In 2014 in India, 57 percent of the infections caused by Klebsiella pneumoniae, a dangerous superbug found in hospitals, were found to be resistant to the last-resort antibiotic class of drugs carbapenems, up from 29 percent in 2008. It was more than 60 percent resistant for four of five drug classes tested. This is a dangerous trend as the Klebsiella bug is around 80 percent resistant to the drug class 3rd generation cephalosporins, 73 percent resistant to fluoroquinolones, and 63 percent to aminoglycosides. For comparison, these drugs are still effective against Klebsiella infections in 90 percent of cases in the US and over 95 percent of cases in Europe.
India also has the highest rates E.coli resistance with strains more than 80 percent resistant to three different drug classes, thus increasingly limiting treatment options. E.coli resistance is also high and rising for many drug types in other regions too. In Europe, North America, South and Southeast Asia and parts of Africa, resistance to aminopenicillins—a broad-spectrum antibiotic class—is around 50 percent.
Incidence of methicillin-resistant Staphylococcus aureus, a highly dangerous type of resistant pathogen contracted mostly in hospitals, has declined in Europe, the US, Canada and South Africa during the past eight years. However it is rising in sub-Saharan Africa, India, Latin America, and Australia and was recorded at 47 percent in India in 2014, and 90 percent in Latin American hospitals in 2013.
The way forward
The Center for Disease Dynamics, Economics & Policy report stresses that antibiotic stewardship – reducing the inappropriate and unnecessary use of antibiotics – is key to controlling antibiotic resistance. It lays out six strategies that should be incorporated in national antibiotic policies to halt its spread: (i) Reduce antibiotic need through improved water, sanitation and immunization; (ii) Improve hospital infection control; (iii) Dis-incentivize antibiotic overuse/misuse and incentivize antibiotic stewardship; (iv) Reduce and phase out subtherapeutic antibiotic use in agriculture; (v) Educate health professionals, policy makers and the public on sustainable antibiotic use; and (vi) Ensure political commitment to meet the threat of antibiotic resistance.
The center’s report advises that limiting overuse and misuse of antibiotics are the only sustainable solutions.
“A rampant rise in antibiotic use poses a major threat to public health. We need to focus 80 percent of our global resources on stewardship and no more than 20 percent on drug development.

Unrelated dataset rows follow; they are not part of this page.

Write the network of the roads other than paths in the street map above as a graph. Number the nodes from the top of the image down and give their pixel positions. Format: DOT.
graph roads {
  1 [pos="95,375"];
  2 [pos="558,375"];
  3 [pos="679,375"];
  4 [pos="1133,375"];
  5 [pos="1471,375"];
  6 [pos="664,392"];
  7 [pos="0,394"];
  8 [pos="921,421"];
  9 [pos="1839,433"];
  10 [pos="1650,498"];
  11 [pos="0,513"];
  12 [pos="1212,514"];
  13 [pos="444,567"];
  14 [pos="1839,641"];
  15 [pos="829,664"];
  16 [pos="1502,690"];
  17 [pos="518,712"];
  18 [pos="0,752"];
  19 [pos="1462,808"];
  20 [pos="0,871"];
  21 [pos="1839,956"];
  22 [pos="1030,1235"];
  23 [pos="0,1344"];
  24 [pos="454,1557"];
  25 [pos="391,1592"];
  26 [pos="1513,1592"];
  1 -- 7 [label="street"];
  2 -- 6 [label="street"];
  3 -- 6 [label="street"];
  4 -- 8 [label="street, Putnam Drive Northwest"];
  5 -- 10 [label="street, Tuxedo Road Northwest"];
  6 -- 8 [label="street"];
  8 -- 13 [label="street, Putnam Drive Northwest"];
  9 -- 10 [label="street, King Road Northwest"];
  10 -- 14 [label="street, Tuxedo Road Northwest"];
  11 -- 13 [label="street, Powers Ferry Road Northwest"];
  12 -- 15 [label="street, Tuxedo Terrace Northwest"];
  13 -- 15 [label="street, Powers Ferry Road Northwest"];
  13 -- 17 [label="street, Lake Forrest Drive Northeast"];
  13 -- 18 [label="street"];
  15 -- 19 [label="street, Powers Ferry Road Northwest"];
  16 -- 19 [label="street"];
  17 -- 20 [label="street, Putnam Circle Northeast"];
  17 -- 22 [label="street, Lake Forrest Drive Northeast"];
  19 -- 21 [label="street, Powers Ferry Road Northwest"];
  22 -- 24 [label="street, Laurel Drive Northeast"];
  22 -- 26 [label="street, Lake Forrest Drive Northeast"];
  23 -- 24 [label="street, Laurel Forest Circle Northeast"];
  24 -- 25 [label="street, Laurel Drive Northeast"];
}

No matter how many new drugs come out, if we continue to misuse them they might as well have never been discovered,” said Ramanan Laxminarayan, the director of the center and the co-author of the report.

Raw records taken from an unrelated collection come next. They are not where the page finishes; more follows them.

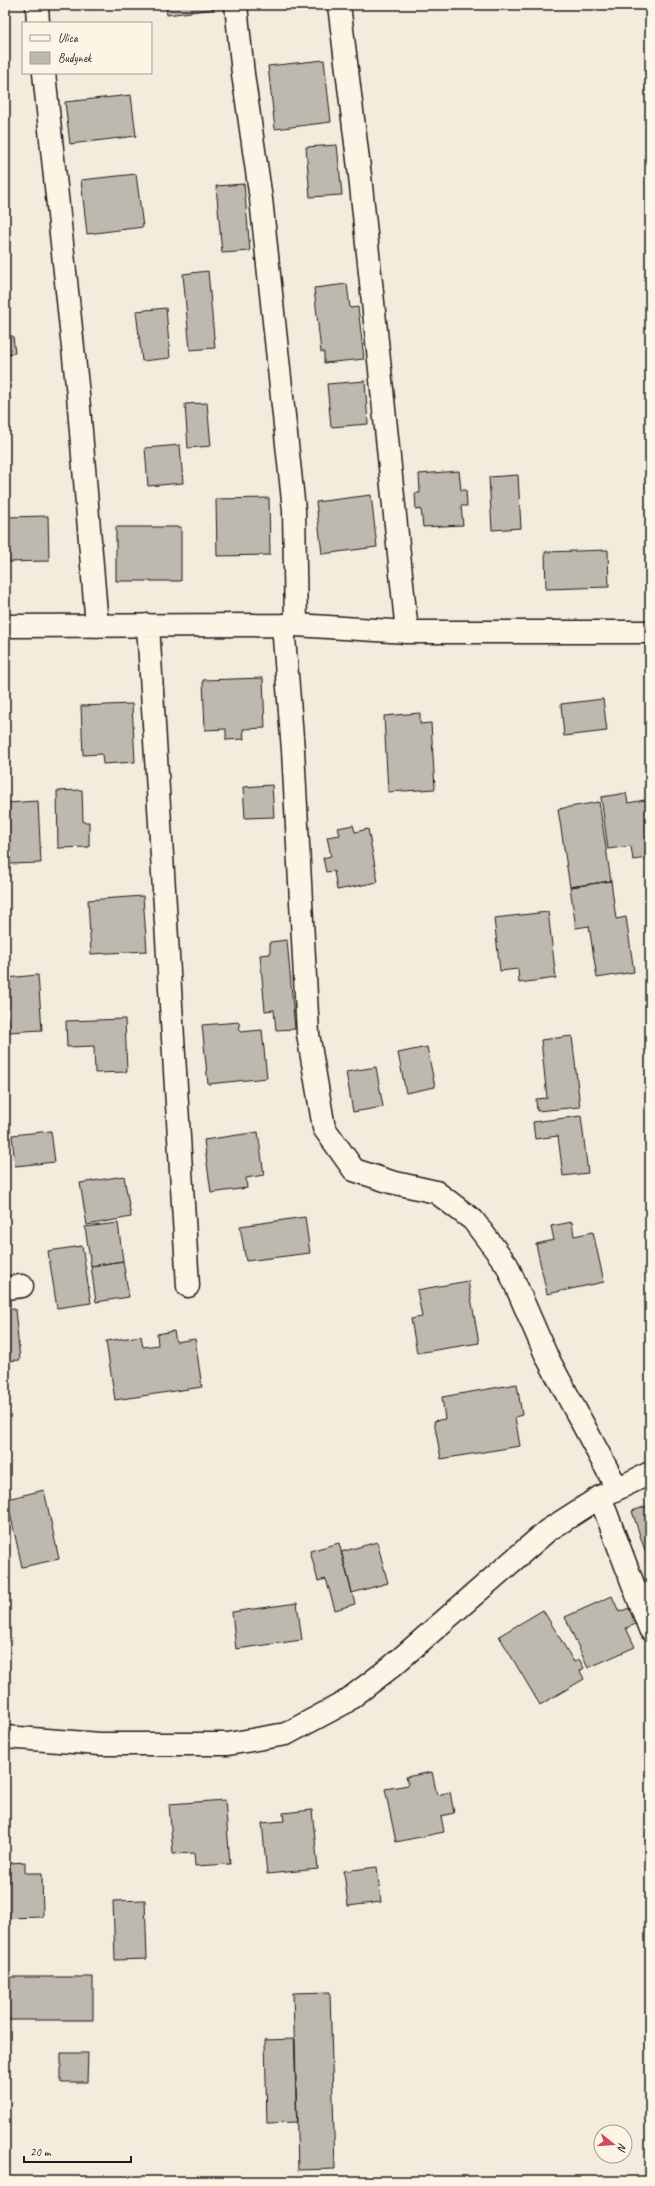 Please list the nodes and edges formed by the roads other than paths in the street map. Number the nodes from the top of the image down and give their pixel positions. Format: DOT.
graph roads {
  1 [pos="36,5"];
  2 [pos="236,5"];
  3 [pos="339,5"];
  4 [pos="38,22"];
  5 [pos="44,74"];
  6 [pos="148,625"];
  7 [pos="289,625"];
  8 [pos="5,626"];
  9 [pos="97,626"];
  10 [pos="407,632"];
  11 [pos="650,632"];
  12 [pos="188,1286"];
  13 [pos="650,1473"];
  14 [pos="608,1492"];
  15 [pos="650,1629"];
  16 [pos="5,1737"];
  1 -- 4 [label="street"];
  2 -- 7 [label="street"];
  3 -- 10 [label="street"];
  5 -- 9 [label="street"];
  6 -- 7 [label="street"];
  6 -- 9 [label="street"];
  6 -- 12 [label="street"];
  7 -- 10 [label="street"];
  7 -- 14 [label="street"];
  8 -- 9 [label="street"];
  10 -- 11 [label="street"];
  13 -- 14 [label="street"];
  14 -- 15 [label="street"];
  14 -- 16 [label="street"];
}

One major drawback to focusing on drug development as a solution is that new antibiotics are significantly more expensive than those currently available—and hence unaffordable for most people in low and middle-income countries.
“When it comes to antibiotic-resistant infections, the rich pay with their wallets and the poor pay with their lives,” Laxminarayan said.
There is still hope to conserve antibiotic effectiveness for future generations. In May 2015, the World Health Assembly has endorsed the Global Action Plan on Antimicrobial Resistance, which calls on all countries to adopt national strategies within two years. The new report, observers say, could help countries take coordinated and research-backed action to alleviate the problem.
Instead of being the default treatment for mild ailments—like coughs, colds, and uncomplicated diarrhea— antibiotics must be treated as precious life-saving medicines, to be used rationally under medical supervision when needed.